Son olarak, kitabın teşekkür bölümünde vurgu yapılan bir dizi ifade dikkatimizden kaçmıyor. Bu kısımda Atam, bundan sonraki süreçte kendisine düşen görevin “yeni eleştiriyi kurmak” olduğunun altını çiziyor. Bu iddialı vurguyu açmasını istiyoruz. Öncelikle varolan eleştiri ortamını özetliyor yazar: “Türkiye’de eleştiri tarihsel süreç içinde çok ciddi bir evrim geçirmiştir. 1960-80 arasında eleştiri aksiyonerdir, yani kendi istediklerini sunmuş, üretilen filmleri bunlardan yola çıkarak eleştirmiş, kendi geleneğini yaratmıştır. Bir perspektife sahiptir. Oysa darbeden sonra eleştiri bir fikir eseri olmaktan çıkmış, büyük oranda malûmat bildiren bir yapıya bürünmüş, tanıtımın bir parçasına indirgenmiş, hatta anonimleşmiştir. Türkiye’de eleştiride iki köklü eksiklik vardır. Birincisi, fikir değeri taşıyan gövdesi aşınmıştır, ikincisi ise eleştirinin kuramsal ya da felsefik dayanakları zayıfladığı için -tam da bu anlamda anonimleşmiştir-, perspektifsiz kalmıştır.” Atam, çıkış yolunu ise şöyle özetliyor: “Eleştiri tarihsel bir felsefi disipline dayanmalı, kendisi felsefik bir çatıya sahip olmalı, yazarın imzası belirli bir dünya görüşüne ve estetik varoluşa karşılık gelmelidir. Bu anlamda telif eseri olmalı ve kişilik kazanmalıdır. Eleştiriyi yeni bir yörüngeye oturtmak, kimlik kazandırmak ve yeniden saygınlığını elde etmek önemli görevlerimizden birisidir. Ki eleştirinin zayıflamasının en acı sonuçlarından birisi, seyirci ve sanatçılar nezdinde inandırıcılık taşımamasıdır. Bir tür yazdıkları önemsenmeyen birisini dönüşmüştür eleştirmen, önemli yönetmenlerin değil, ticari isimlerin karşı çıkışları karşısında bile eleştiri kendini güçsüz hissetmektedir.

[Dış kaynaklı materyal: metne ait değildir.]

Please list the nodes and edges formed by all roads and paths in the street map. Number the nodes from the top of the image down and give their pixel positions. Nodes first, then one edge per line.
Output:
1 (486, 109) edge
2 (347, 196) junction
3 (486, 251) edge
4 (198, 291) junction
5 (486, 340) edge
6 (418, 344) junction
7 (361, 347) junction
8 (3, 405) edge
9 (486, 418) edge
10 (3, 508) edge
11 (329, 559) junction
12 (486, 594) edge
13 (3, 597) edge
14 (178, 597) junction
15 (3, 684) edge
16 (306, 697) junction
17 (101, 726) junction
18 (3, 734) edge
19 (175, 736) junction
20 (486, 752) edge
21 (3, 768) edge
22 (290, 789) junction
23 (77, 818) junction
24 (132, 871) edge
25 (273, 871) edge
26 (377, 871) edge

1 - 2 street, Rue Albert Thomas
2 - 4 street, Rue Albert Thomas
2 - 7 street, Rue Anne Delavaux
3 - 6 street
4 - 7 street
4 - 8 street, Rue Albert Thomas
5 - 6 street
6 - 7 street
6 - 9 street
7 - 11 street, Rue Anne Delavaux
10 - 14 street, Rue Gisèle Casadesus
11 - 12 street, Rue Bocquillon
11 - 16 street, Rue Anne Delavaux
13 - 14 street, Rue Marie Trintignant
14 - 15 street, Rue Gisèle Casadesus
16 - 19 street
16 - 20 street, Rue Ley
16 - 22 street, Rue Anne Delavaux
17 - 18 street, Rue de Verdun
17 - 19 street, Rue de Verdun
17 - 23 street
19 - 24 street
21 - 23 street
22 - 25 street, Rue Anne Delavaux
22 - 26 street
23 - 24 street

Eleştiri bir tür toplumsal fikir hayatımız içindeki rehberimiz olarak yeniden tanımlanmalı ve bizzat ürünleriyle bu fonksiyonu üstlenmelidir.”

Yılmaz Güney’e Doğru

Bu kapsamda, önümüzdeki döneme ilişkin projelerine açıklık getiren yazar, kitapta belirlediği genel çerçevenin dışında kalan yönetmenleri başka ciltlere taşımaya karar verdiğini; ama öncelikle Yılmaz Güney üzerine bütün literatürü inceleyen ancak hiç kimseyi tekrar etmeyen bir eser yazma konusunda sabırsızlandığını ifade ediyor.

“Yakın Plan Türkiye Sineması”nın, içeriği ve sarsıcı / düşündüren anlatımı ile son dönemde sinemamız üzerine yapılan en kapsamlı incelemelerden biri olduğunu rahatlıkla söyleyebiliriz.

(*) “Yakın Plan Yeni Türkiye Sineması”, Cadde Yayınları, 2011, 770 Sayfa

(Bu yazı, ilk olarak Birgün Gazetesi Kitap Eki’nde 21 Mayıs 2011 tarihinde yayımlanmıştır.)